I think @Lensing has a good point, and I think there needs to be a distinction between a message you as reader/viewer project onto a work and a message that an artist is intending to express.
Since you brought up movies, I want to bring up the movie STALKER by Andrei Tarkovsky, a film in which the director himself has brought up multiple times is meaningless in regard to the idea that Tarkovsky likely never placed a 1:1 meaning onto anything in his films and often preferred if the audience found their own meaning. Yet, it is a deeply moving movie for those who connect to it that spawns continual debate over its overarching message - whether the importance of faith, freedom or a myriad of other things.

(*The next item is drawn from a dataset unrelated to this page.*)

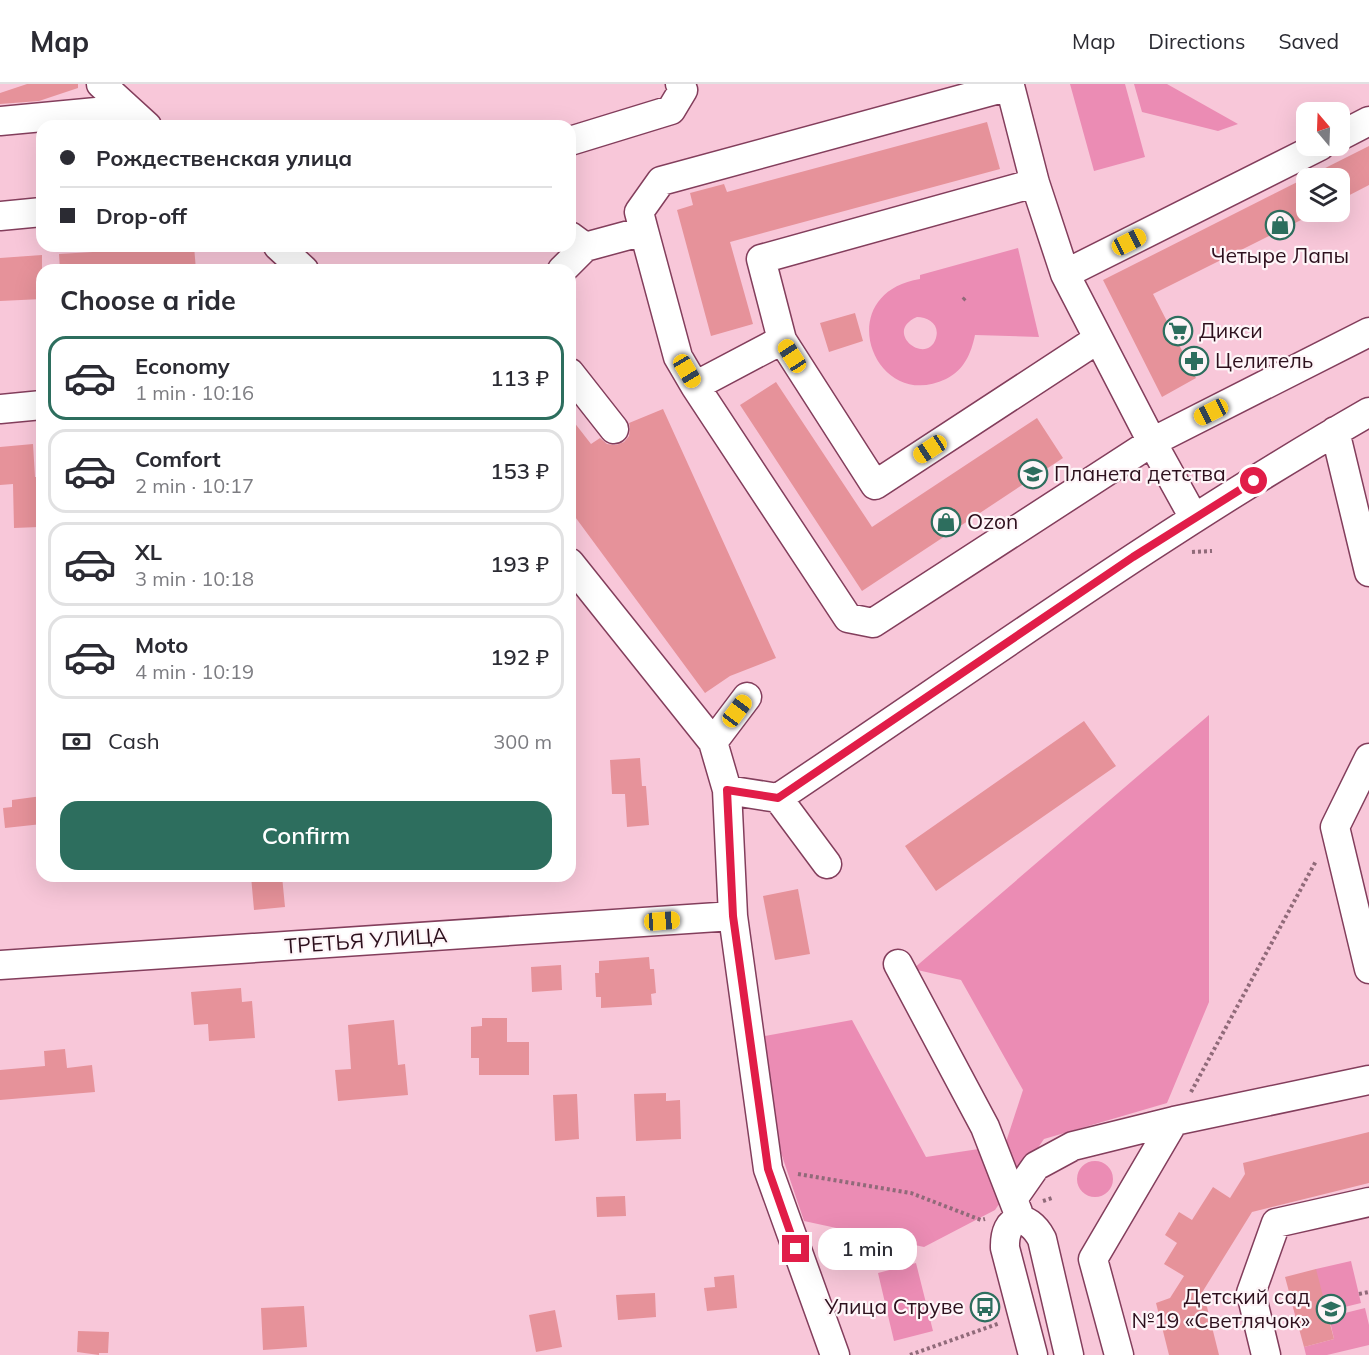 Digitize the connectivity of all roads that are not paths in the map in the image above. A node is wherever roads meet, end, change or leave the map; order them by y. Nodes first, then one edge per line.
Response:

Often, it simply boils down to whichever of the four characters in the movie a person happens to connect with. It's undeniable that Tarkovsky is a highly intentional filmmaker, possibly due to his background as a photographer. So, something must be going on here.
It is possible for a film like STALKER to still have a message that wasn't intended or expressed if it was simply evoked. It has been claimed that STALKER is nothing more than an exploration of humanity that neither affirms nor condemns any of its characters' philosophies. Yet, by the deliberately long, hypnotizing takes of the film, the movie becomes a mirror. The viewer loses themselves in the movie and see themselves reflected back.

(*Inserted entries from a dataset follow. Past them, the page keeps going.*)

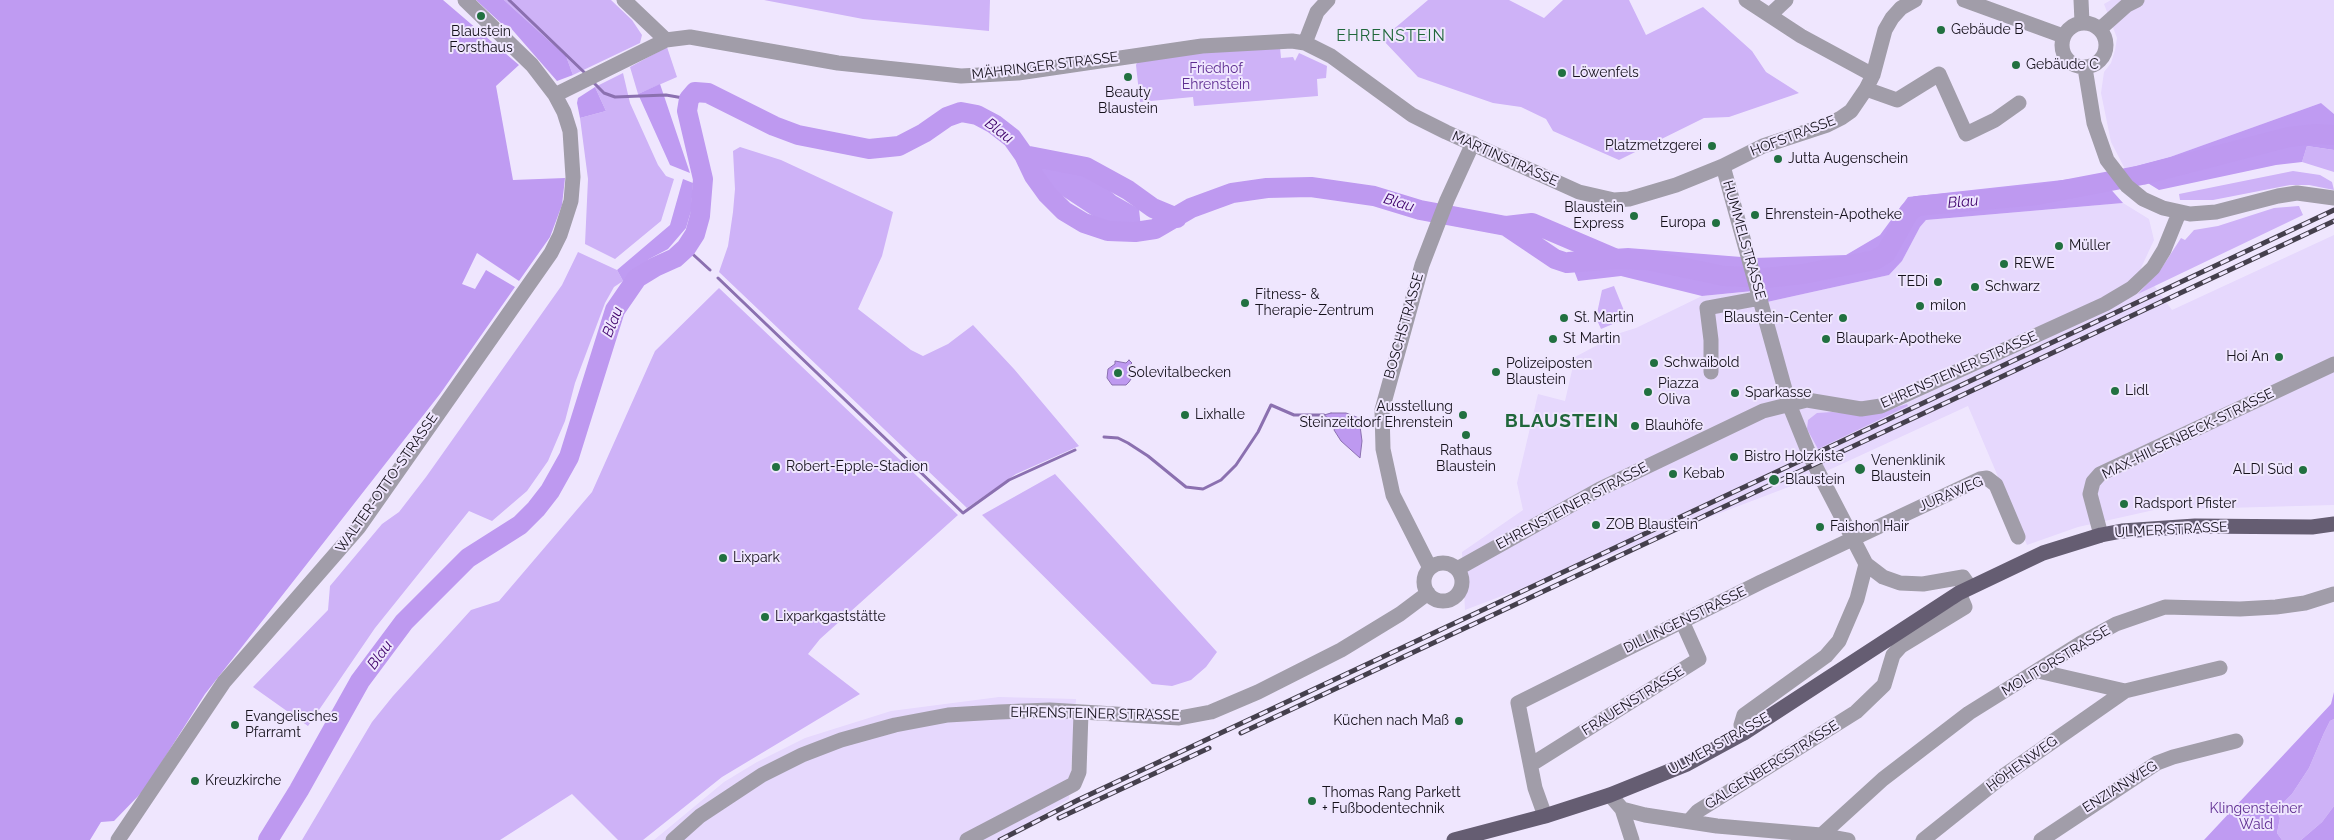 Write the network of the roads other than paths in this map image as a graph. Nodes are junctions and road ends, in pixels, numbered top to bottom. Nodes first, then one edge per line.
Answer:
1 (464, 0) edge
2 (624, 0) edge
3 (1328, 0) edge
4 (1746, 0) edge
5 (1786, 0) edge
6 (1914, 0) edge
7 (1964, 0) edge
8 (2081, 0) edge
9 (2137, 0) edge
10 (1770, 15) junction
11 (2082, 22) junction
12 (2100, 29) junction
13 (2063, 36) junction
14 (666, 40) junction
15 (1305, 43) junction
16 (2085, 68) junction
17 (1873, 75) junction
18 (1866, 89) junction
19 (555, 95) junction
20 (2018, 103) dead end
21 (1473, 144) junction
22 (1723, 166) junction
23 (2334, 198) edge
24 (2179, 213) junction
25 (1759, 293) junction
26 (2334, 364) edge
27 (1710, 372) dead end
28 (1789, 404) junction
29 (2334, 524) edge
30 (2100, 530) junction
31 (2018, 536) dead end
32 (1853, 538) junction
33 (1866, 564) junction
34 (1430, 568) junction
35 (1457, 569) junction
36 (1964, 590) junction
37 (1428, 593) junction
38 (2334, 594) edge
39 (1682, 622) junction
40 (2220, 668) dead end
41 (2038, 671) junction
42 (2125, 691) junction
43 (1081, 714) junction
44 (1744, 733) junction
45 (2236, 741) dead end
46 (1532, 764) junction
47 (1610, 795) junction
48 (1622, 809) junction
49 (1545, 816) junction
50 (1690, 820) junction
51 (1819, 838) edge
52 (118, 840) edge
53 (673, 840) edge
54 (967, 840) edge
55 (1454, 840) edge
56 (1632, 840) edge
57 (1848, 840) edge
58 (1923, 840) edge
59 (2041, 840) edge

1 - 19 street, WALTER-OTTO-STRASSE
2 - 14 street
3 - 15 street
4 - 10 street
5 - 10 street
6 - 17 street, HOFSTRASSE
7 - 13 street
8 - 11 street
9 - 12 street
10 - 17 street
11 - 12 street
11 - 13 street
12 - 16 street
13 - 16 street
14 - 15 street, MÄHRINGER STRASSE
14 - 19 street, MÄHRINGER STRASSE
15 - 21 street, MARTINSTRASSE
16 - 24 street
17 - 18 street, HOFSTRASSE
18 - 20 street
18 - 22 street, HOFSTRASSE
19 - 52 street, WALTER-OTTO-STRASSE
21 - 22 street, MARTINSTRASSE
21 - 34 street, BOSCHSTRASSE
22 - 25 street, HUMMELSTRASSE
23 - 24 street
24 - 28 street, EHRENSTEINER STRASSE
25 - 27 street
25 - 28 street, HUMMELSTRASSE
26 - 30 street, MAX-HILSENBECK-STRASSE
28 - 32 street, HUMMELSTRASSE
28 - 35 street, EHRENSTEINER STRASSE
29 - 30 main road, ULMER STRASSE
30 - 36 main road, ULMER STRASSE
31 - 32 street, JURAWEG
32 - 33 street, HUMMELSTRASSE
32 - 39 street, DILLINGENSTRASSE
33 - 36 street, HUMMELSTRASSE
33 - 44 street
34 - 35 street
34 - 37 street
35 - 37 street
36 - 44 main road, ULMER STRASSE
36 - 50 street, GALGENBERGSTRASSE
37 - 43 street, EHRENSTEINER STRASSE
38 - 41 street, MOLITORSTRASSE
39 - 46 street, FRAUENSTRASSE
39 - 46 street, DILLINGENSTRASSE
40 - 42 street, HÖHENWEG
41 - 42 street, HÖHENWEG
41 - 51 street, MOLITORSTRASSE
42 - 58 street, HÖHENWEG
43 - 53 street, EHRENSTEINER STRASSE
43 - 54 street
44 - 47 main road, ULMER STRASSE
45 - 59 street, ENZIANWEG
46 - 49 street
47 - 48 street
47 - 49 main road, ULMER STRASSE
48 - 50 street, GALGENBERGSTRASSE
48 - 56 street
49 - 55 main road, ULMER STRASSE
50 - 51 street, GALGENBERGSTRASSE
51 - 57 street, GALGENBERGSTRASSE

I think the book the movie was based on, Roadside Picnic, is another great example of this. A capstone novel on the life work of Arkady and Boris Strugatsky it's arguable that the book was largely exploring the feeling of the soviet people about the collapse of the Soviet Union and what happens next. I think many readers are surprised by the ending because the brothers don't give an answer. In the only way I can describe the end without spoiling it, the book simply ends with a man desperately wishing for answers. Leaving, at least for me, a feeling of everything and nothing having happened over the course of the book.
I've never liked the philosophy that art of any sort 'needs' to mean something. Often, I find it leads to situations where the artists get so wrapped up in their own 'big ideas' that they forget their art. Why do we expect art to make sense when life seldomly does? I think a better philosophy is to intend your work to evoke something, whether a feeling, a message, whatever.
I've been very surprised about the things people take from my own work in my collection of shorts 'Letters from the Sleepless', but in the end, even if it wasn't quite what I may have originally intended - it still means I did my job.